The Bleeding Edge: Malorie Blackman's Noughts and Crosses sequence (2001-2005).
I'm not sure what to do with these books: if I miss them out of the bibliography, or even the discussion, I'm going to get it in the neck because Malorie Blackman's series is one of the very few texts advertised as sf for younger readers by a Black woman.
The snag is that they aren't sf. They aren't even remotely science fiction. They barely even classify as allegory.
Noughts and Crosses (2001), Knife Edge (2004) and Checkmate (2005) are, when all is said and done, very straightforward, very well written stories of teens attempting to construct a life across an Apartheid divide. Noughts and Crosses is Romeo and Juliet, Knife Edge reminds me of Joan Lingard's 1970s Irish Protestant/Catholic sequence. Checkmate is a rather tense thriller.
I need to say the next bit, but before anyone's hackles go up, make sure you read the paragraph afterwards: in most ways it matters not one bit that the oppression of colour is reversed. Yes, there are nice asides about elastoplast only coming in brown, and Callie Rose (mixed race) having "lank hair" but almost all of the time these books simply replicate the situation in South Africa, although actually it's a country where the oppressed group is in the minority, and the immigration politics are those of the UK, which makes the role of the Nought Liberation Front a bit weird at times as they are acting like the ANC in a country where they represent the minority.

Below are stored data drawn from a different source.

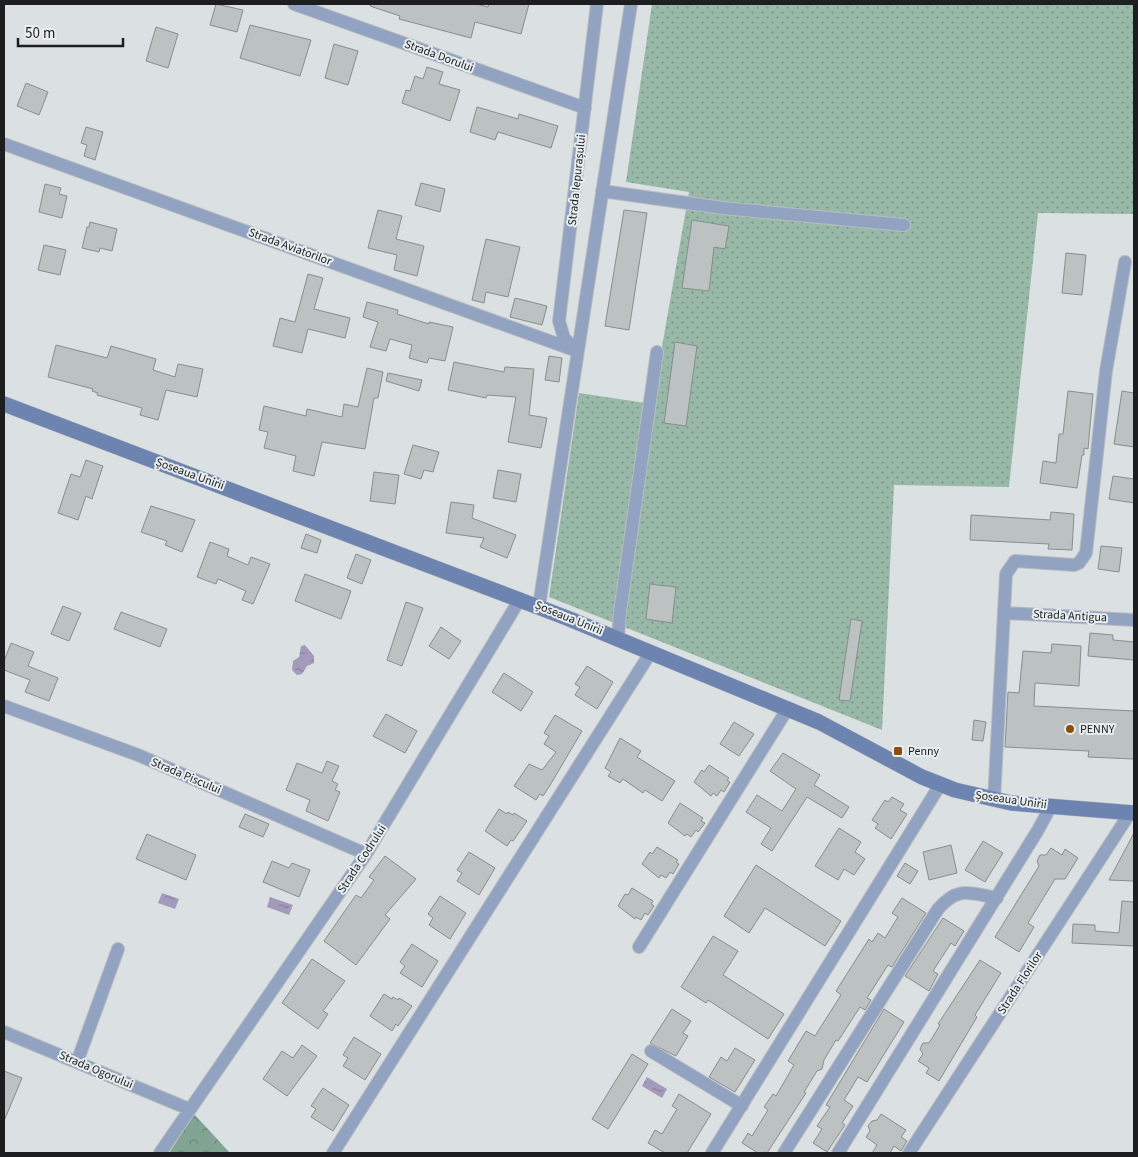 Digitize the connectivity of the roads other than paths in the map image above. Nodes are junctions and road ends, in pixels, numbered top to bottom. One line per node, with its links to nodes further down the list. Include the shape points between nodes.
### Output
1 (294, 4): 4 (street, Strada Dorului)
2 (597, 4): 4 (street, Strada Iepurașului)
3 (631, 4): 6 (street, Strada Iepurașului)
4 (585, 108): 9 (street, Strada Iepurașului, via 559,321 564,338)
5 (4, 144): 9 (street, Strada Aviatorilor)
6 (602, 191): 7 (street, via 723,208); 9 (street, Strada Iepurașului)
7 (904, 225)
8 (1125, 262): 14 (street, via 1106,371 1086,553 1074,565 1015,561 1006,574)
9 (577, 351): 13 (street, Strada Iepurașului)
10 (657, 352): 16 (street)
11 (4, 404): 12 (main road, Șoseaua Unirii)
12 (520, 599): 13 (main road, Șoseaua Unirii); 24 (street, Strada Codrului)
13 (539, 606): 16 (main road, Șoseaua Unirii)
14 (1005, 613): 15 (street, Strada Antigua); 21 (street)
15 (1134, 620)
16 (618, 638): 17 (main road, Șoseaua Unirii)
17 (651, 652): 19 (main road, Șoseaua Unirii); 34 (street)
18 (4, 706): 24 (street, Strada Piscului, via 138,755)
19 (788, 708): 20 (main road, Șoseaua Unirii); 26 (street)
20 (940, 785): 21 (main road, Șoseaua Unirii); 31 (street)
21 (994, 800): 22 (main road, Șoseaua Unirii)
22 (1050, 806): 23 (main road, Șoseaua Unirii); 25 (street)
23 (1132, 813): 38 (street, Strada Florilor)
24 (366, 854): 32 (street, Strada Codrului)
25 (997, 898): 36 (street, via 959,892 938,909); 37 (street)
26 (639, 947)
27 (118, 949): 30 (street)
28 (4, 1032): 30 (street, Strada Ogorului)
29 (651, 1051): 31 (street)
30 (77, 1062): 32 (street, Strada Ogorului)
31 (742, 1106): 35 (street)
32 (189, 1109): 33 (street, Strada Codrului)
33 (160, 1153)
34 (333, 1153)
35 (712, 1153)
36 (784, 1153)
37 (838, 1153)
38 (909, 1153) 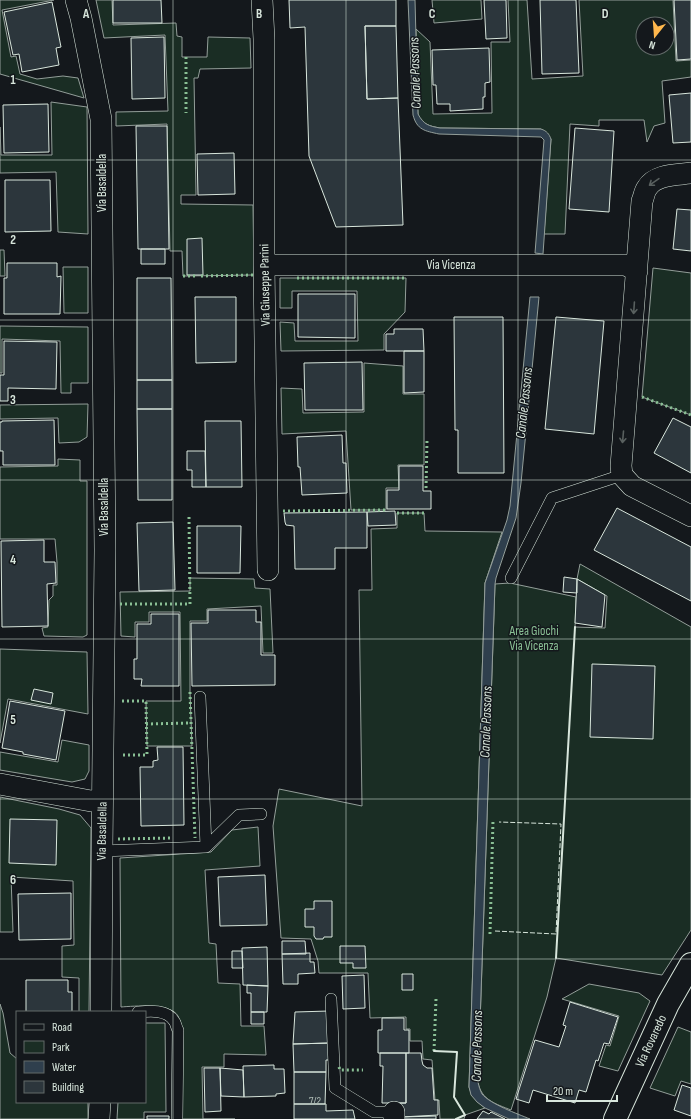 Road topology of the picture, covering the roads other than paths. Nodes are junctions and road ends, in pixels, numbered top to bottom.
1 (262, 0) edge
2 (77, 2) edge
3 (691, 173) edge
4 (264, 265) junction
5 (637, 271) junction
6 (622, 474) junction
7 (691, 516) edge
8 (268, 570) dead end
9 (511, 578) dead end
10 (200, 697) dead end
11 (0, 784) edge
12 (102, 799) junction
13 (261, 814) dead end
14 (206, 847) junction
15 (102, 852) junction
16 (691, 964) edge
17 (331, 999) dead end
18 (101, 1011) edge
19 (146, 1011) edge
20 (100, 1103) edge
21 (394, 1115) edge
22 (99, 1119) edge
23 (176, 1119) edge
24 (615, 1119) edge

1 - 4 street, Via Giuseppe Parini
2 - 12 street, Via Basaldella
3 -> 5 street
4 - 5 street, Via Vicenza
4 - 8 street, Via Giuseppe Parini
5 -> 6 street
6 - 7 street
6 - 9 lane
10 - 14 lane
11 - 12 street
12 - 15 street, Via Basaldella
13 - 14 lane
14 - 15 lane
15 - 18 street, Via Basaldella
16 - 24 street, Via Rovaredo
17 - 21 lane
19 - 23 lane
20 - 22 street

But there is one way in which the role reversal mattered enormously: it forced me to confront the casual "racism of assumptive vision" (someone give me a better term!) I found it enormously difficult to keep people's colour the right way round in my head. I have non-white step mom for heaven's sakes. My own siblings are the colour of cafe au lait. I work in one of the most multicultural universities in the UK. I live in an area where most of my neighbours are immigrants. And *still* unless I was careful I automatically "saw" the wealthy people in this book as white, and the poor as black.
If sf is fundamentally about cognitive estrangement, then despite everything else I said above, they are science fiction.
1 Comments:
I just came to your blog after writing down the address a while ago (via Strange Horizons), and noticed this post in the Recent Posts column; Noughts and Crosses is on my list of books I should read sometime.
Possibly useful terminology [tho I guess you know it and it doesn't say quite what you meant]: (i) Privilege - white privilege in this case; also male privilege, etc. Which is where we don't have to notice racism, men can choose not to notice sexism, etc., because it doesn't affect us/them unless we/they're paying attention. (ii) People who blog about white privilege refer to the "default white" assumption, which is where I tend to read characters as white unless I'm told otherwise, possibly in meta-text.
Assuming you read non-junior SF outside this project: have you read Polar City Blues by Katharine Kerr? (If so you'll know why this isn't a complete non-sequitur).